When a record is saved in ElasticSearch, the destination shard is chosen based on:

  • The id (unique identifier) of the record; if the id is missing, it is autogenerated by ElasticSearch

  • If routing or parent (we'll see it in the parent/child mapping) parameters are defined, the correct shard is chosen by the hash of these parameters

Splitting an index in shard allows you to store your data in different nodes, because ElasticSearch tries to balance the shard distribution on all the available nodes.

Every shard can contain up to 2^32 records (about 4.9 billion), so the real limit to a shard size is its storage size.

Shards contain your data and during search process all the shards are used to calculate and retrieve results. So ElasticSearch performance in big data scales horizontally with the number of shards.

All native records operations (such as index, search, update, and delete) are managed in shards.

Shard management is completely transparent to the user. Only an advanced user tends to change the default shard routing and management to cover their custom scenarios. A common custom scenario is the requirement to put customer data in the same shard to speed up his operations (search/index/analytics).

Best practices

It's best practice not to have a shard too big in size (over 10 GB) to avoid poor performance in indexing due to continuous merging and resizing of index segments.

It is also not good to over-allocate the number of shards to avoid poor search performance due to native distributed search (it works as map and reduce). Having a huge number of empty shards in an index will consume memory and increase the search times due to an overhead on network and results aggregation phases.

 

Understanding clusters, replication, and sharding


Related to shard management, there is the key concept of replication and cluster status.

Getting ready

You need one or more nodes running to have a cluster.

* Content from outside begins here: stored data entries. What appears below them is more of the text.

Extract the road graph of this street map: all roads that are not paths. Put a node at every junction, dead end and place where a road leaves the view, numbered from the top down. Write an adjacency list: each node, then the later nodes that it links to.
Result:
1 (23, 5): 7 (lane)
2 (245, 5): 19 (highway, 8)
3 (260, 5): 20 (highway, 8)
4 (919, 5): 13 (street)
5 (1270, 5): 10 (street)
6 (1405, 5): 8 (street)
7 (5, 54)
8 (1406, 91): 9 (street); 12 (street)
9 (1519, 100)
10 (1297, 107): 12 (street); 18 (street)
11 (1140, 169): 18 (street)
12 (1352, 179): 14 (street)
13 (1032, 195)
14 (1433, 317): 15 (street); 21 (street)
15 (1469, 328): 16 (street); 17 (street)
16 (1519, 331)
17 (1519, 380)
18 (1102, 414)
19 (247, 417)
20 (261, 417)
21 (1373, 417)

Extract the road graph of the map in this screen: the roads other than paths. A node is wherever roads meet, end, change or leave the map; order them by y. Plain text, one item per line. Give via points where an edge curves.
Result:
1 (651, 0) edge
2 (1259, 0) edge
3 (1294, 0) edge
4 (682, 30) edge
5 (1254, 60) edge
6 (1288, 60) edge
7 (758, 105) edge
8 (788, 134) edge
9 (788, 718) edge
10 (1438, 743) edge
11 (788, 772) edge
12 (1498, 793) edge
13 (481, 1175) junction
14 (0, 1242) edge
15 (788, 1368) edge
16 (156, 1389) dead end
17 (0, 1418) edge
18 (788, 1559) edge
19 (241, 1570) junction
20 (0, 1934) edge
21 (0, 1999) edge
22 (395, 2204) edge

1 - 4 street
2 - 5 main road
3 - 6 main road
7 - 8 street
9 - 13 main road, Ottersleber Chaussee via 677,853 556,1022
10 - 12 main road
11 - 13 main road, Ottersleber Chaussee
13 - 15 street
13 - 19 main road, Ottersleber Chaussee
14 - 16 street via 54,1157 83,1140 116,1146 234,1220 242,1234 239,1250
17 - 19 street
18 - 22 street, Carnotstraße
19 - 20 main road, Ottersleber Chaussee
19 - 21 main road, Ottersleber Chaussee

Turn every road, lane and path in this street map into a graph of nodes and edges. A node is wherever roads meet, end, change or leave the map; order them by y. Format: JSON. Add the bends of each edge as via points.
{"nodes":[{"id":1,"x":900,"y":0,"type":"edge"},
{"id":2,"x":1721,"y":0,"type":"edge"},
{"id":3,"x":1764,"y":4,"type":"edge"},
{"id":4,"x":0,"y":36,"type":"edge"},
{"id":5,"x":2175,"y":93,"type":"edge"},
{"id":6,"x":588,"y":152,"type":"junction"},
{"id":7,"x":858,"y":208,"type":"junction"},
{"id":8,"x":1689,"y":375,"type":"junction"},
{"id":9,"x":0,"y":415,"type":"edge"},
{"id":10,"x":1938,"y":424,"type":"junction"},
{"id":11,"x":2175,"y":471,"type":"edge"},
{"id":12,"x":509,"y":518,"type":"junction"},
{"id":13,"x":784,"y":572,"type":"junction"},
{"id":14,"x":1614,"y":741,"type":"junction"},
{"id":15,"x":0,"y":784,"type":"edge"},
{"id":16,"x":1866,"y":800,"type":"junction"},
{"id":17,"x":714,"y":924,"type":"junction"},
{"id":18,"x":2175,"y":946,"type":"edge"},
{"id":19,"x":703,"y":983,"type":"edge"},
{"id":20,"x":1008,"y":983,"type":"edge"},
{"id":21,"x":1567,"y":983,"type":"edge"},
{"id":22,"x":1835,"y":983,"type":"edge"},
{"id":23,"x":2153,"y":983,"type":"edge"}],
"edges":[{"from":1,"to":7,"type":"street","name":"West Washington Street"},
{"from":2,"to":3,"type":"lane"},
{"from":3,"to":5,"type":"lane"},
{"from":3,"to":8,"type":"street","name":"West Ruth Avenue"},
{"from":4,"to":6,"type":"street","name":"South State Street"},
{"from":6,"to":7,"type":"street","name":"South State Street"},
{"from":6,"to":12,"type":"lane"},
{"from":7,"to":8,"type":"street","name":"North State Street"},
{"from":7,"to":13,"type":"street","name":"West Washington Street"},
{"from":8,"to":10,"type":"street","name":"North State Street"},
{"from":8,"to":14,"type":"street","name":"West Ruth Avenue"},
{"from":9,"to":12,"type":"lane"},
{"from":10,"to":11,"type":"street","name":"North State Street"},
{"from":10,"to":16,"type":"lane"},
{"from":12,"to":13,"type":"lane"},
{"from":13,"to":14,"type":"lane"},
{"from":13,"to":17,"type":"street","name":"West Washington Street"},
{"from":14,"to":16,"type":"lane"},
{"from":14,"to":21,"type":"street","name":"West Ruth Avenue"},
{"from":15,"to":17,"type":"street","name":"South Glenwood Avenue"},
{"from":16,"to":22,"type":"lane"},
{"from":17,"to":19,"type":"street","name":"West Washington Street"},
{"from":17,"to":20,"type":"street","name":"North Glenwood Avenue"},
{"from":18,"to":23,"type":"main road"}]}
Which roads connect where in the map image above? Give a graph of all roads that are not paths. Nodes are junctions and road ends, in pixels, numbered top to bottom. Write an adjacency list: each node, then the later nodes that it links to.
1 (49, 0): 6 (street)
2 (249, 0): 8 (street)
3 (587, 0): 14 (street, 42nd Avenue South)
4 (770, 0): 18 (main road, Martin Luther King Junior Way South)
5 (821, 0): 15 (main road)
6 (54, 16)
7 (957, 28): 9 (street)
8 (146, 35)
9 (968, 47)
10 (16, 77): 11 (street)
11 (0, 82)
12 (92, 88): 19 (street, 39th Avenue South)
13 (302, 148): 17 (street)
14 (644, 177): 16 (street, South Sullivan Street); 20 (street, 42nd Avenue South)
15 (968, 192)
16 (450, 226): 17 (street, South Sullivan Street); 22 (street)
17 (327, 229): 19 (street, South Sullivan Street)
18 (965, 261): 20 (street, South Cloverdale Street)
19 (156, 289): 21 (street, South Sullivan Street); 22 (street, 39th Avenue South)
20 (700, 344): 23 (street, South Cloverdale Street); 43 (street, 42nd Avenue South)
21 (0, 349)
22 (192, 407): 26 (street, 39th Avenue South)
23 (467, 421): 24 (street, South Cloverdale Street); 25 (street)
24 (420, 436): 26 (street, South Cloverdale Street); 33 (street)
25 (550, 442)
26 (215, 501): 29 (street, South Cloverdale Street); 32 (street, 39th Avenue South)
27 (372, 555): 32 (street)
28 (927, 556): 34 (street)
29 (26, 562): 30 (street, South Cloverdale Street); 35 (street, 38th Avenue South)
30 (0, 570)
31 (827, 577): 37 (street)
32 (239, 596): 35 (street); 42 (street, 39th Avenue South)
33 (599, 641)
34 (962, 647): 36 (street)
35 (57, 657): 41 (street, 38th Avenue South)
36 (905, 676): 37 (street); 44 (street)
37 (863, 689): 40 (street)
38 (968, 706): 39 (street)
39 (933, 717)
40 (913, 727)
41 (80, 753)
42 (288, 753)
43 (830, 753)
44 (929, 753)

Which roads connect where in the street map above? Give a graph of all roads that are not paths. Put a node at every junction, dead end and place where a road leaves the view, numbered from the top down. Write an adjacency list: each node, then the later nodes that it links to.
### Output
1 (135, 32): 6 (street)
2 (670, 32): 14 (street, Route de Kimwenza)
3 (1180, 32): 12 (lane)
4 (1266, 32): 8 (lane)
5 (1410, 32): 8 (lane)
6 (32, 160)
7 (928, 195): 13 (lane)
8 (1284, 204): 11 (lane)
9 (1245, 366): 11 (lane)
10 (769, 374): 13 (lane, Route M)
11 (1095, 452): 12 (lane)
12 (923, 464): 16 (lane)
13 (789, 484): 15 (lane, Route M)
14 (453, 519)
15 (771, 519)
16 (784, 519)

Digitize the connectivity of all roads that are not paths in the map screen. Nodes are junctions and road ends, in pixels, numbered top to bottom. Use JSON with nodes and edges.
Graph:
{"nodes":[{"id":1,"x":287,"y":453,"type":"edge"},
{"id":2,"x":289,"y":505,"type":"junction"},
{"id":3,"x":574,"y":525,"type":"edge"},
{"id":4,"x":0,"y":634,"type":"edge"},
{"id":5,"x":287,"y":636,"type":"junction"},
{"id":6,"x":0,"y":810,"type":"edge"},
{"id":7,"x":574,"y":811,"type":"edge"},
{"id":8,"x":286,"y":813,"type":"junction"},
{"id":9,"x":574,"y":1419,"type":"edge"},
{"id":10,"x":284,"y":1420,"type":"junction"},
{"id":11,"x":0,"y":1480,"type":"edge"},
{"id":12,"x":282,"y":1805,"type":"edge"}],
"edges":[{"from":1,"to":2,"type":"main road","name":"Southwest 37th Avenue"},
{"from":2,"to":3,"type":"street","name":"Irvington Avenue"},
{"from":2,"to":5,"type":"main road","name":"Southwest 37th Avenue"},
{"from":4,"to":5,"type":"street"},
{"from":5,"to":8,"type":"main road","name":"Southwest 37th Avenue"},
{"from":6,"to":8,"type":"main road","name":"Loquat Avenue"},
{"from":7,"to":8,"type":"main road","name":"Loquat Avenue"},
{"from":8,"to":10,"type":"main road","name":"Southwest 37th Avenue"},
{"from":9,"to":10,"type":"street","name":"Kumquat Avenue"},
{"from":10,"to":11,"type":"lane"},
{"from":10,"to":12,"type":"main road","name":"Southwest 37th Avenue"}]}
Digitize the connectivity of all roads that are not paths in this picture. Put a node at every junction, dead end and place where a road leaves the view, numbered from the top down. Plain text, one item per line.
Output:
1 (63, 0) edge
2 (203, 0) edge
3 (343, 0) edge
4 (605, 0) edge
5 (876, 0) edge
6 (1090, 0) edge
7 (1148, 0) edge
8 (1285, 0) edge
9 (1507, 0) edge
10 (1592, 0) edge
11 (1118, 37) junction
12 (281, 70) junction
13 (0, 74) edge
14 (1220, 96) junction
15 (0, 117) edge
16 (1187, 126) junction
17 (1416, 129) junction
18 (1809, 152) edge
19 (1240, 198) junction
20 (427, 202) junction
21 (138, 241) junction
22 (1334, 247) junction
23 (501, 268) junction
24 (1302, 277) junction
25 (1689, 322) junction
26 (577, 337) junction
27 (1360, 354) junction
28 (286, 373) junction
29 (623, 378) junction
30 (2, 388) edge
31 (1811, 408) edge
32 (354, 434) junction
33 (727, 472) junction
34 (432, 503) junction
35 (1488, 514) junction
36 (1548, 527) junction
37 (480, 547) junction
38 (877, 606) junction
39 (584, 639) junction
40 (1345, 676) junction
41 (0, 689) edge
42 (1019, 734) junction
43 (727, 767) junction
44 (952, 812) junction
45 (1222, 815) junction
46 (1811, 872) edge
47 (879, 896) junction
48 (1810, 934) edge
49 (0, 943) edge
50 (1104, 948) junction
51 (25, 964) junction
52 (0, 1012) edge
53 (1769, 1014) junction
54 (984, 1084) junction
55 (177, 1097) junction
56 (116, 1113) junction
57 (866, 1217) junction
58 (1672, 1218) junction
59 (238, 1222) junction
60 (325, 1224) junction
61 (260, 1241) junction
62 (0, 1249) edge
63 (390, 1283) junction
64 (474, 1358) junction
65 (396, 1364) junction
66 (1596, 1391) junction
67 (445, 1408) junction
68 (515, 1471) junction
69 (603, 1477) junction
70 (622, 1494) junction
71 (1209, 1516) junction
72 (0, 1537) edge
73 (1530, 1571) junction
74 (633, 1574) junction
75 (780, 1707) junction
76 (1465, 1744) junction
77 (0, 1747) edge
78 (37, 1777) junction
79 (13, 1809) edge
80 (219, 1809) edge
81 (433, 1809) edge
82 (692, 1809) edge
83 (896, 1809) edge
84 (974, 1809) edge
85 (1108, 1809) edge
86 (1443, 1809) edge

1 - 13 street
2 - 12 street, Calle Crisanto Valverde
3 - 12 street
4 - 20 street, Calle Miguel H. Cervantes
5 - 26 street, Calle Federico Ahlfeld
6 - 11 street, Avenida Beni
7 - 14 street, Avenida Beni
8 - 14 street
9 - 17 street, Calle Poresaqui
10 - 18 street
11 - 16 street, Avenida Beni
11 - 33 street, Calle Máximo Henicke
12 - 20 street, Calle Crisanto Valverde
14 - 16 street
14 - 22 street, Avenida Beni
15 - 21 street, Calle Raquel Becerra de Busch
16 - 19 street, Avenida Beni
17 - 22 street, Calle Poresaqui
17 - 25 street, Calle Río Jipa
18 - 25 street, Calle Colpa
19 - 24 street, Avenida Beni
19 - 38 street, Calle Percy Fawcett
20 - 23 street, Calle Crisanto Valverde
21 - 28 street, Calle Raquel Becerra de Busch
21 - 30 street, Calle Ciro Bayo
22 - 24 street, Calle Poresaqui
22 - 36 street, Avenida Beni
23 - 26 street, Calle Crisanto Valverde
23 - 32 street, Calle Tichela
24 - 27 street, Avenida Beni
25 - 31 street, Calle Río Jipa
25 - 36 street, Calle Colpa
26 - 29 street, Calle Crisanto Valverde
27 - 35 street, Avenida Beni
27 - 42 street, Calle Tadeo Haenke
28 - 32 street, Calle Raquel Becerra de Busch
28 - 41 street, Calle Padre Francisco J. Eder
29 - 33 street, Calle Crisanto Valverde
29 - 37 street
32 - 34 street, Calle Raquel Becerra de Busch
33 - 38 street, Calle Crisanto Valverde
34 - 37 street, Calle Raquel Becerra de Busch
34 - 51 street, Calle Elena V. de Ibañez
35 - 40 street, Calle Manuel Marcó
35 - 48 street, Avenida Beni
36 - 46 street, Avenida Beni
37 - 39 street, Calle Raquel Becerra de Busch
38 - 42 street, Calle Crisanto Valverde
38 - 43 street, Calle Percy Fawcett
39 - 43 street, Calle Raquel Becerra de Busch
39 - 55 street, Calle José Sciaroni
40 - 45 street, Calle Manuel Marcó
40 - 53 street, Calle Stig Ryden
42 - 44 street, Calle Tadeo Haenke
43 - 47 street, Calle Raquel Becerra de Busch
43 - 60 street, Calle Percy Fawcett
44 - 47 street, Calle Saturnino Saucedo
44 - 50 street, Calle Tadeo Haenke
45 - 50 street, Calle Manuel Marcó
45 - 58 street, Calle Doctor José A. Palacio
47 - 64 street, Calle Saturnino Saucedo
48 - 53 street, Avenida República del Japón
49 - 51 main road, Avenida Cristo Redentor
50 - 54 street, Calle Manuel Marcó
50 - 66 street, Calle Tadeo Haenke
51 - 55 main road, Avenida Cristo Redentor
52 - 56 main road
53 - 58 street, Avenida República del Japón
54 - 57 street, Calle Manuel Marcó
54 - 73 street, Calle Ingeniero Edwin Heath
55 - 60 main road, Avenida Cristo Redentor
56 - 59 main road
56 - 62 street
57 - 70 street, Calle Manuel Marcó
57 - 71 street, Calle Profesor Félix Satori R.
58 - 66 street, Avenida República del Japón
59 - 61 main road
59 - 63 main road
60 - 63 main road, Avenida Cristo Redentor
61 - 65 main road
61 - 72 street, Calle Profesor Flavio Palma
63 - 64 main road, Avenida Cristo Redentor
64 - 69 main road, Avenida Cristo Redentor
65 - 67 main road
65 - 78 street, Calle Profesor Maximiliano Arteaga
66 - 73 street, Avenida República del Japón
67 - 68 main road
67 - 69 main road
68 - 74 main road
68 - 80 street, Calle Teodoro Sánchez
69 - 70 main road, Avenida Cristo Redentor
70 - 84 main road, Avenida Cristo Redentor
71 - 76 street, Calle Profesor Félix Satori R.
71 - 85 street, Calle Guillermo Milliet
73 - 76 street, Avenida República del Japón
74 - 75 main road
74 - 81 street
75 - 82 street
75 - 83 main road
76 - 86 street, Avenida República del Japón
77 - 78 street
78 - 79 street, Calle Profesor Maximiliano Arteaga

To test an effective cluster, you need at least two nodes (that can be on the same machine).

How it works...

An index can have one or more replicas; the shards are called primary if they are part of the primary replica, and secondary ones if they are part of replicas.

To maintain consistency in write operations, the following workflow is executed:

  • The write operation is first executed in the primary shard

  • If the primary write is successfully done, it is propagated simultaneously in all the secondary shards

  • If a primary shard becomes unavailable, a secondary one is elected as primary (if available) and then the flow is re-executed

During search operations, if there are some replicas, a valid set of shards is chosen randomly between primary and secondary to improve its performance. ElasticSearch has several allocation algorithms to better distribute shards on nodes. For reliability, replicas are allocated in a way that if a single node becomes unavailable, there is always at least one replica of each shard that is still available on the remaining nodes.

The following figure shows some examples of possible shards and replica configuration:

The replica has a cost in increasing the indexing time due to data node synchronization, which is the time spent to propagate the message to the slaves (mainly in an asynchronous way).

Note

To prevent data loss and to have high availability, it's good to have a least one replica; so your system can survive a node failure without downtime and without loss of data.

There's more...

Related to the concept of replication, there is the cluster status indicator that will show you information on the health of your cluster. It can cover three different states:

  • Green: This shows that everything is okay

  • Yellow: This means that some shards are missing but you can work on your cluster

  • Red: This indicates a problem as some primary shards are missing

Solving the yellow status...

Mainly, yellow status is due to some shards that are not allocated.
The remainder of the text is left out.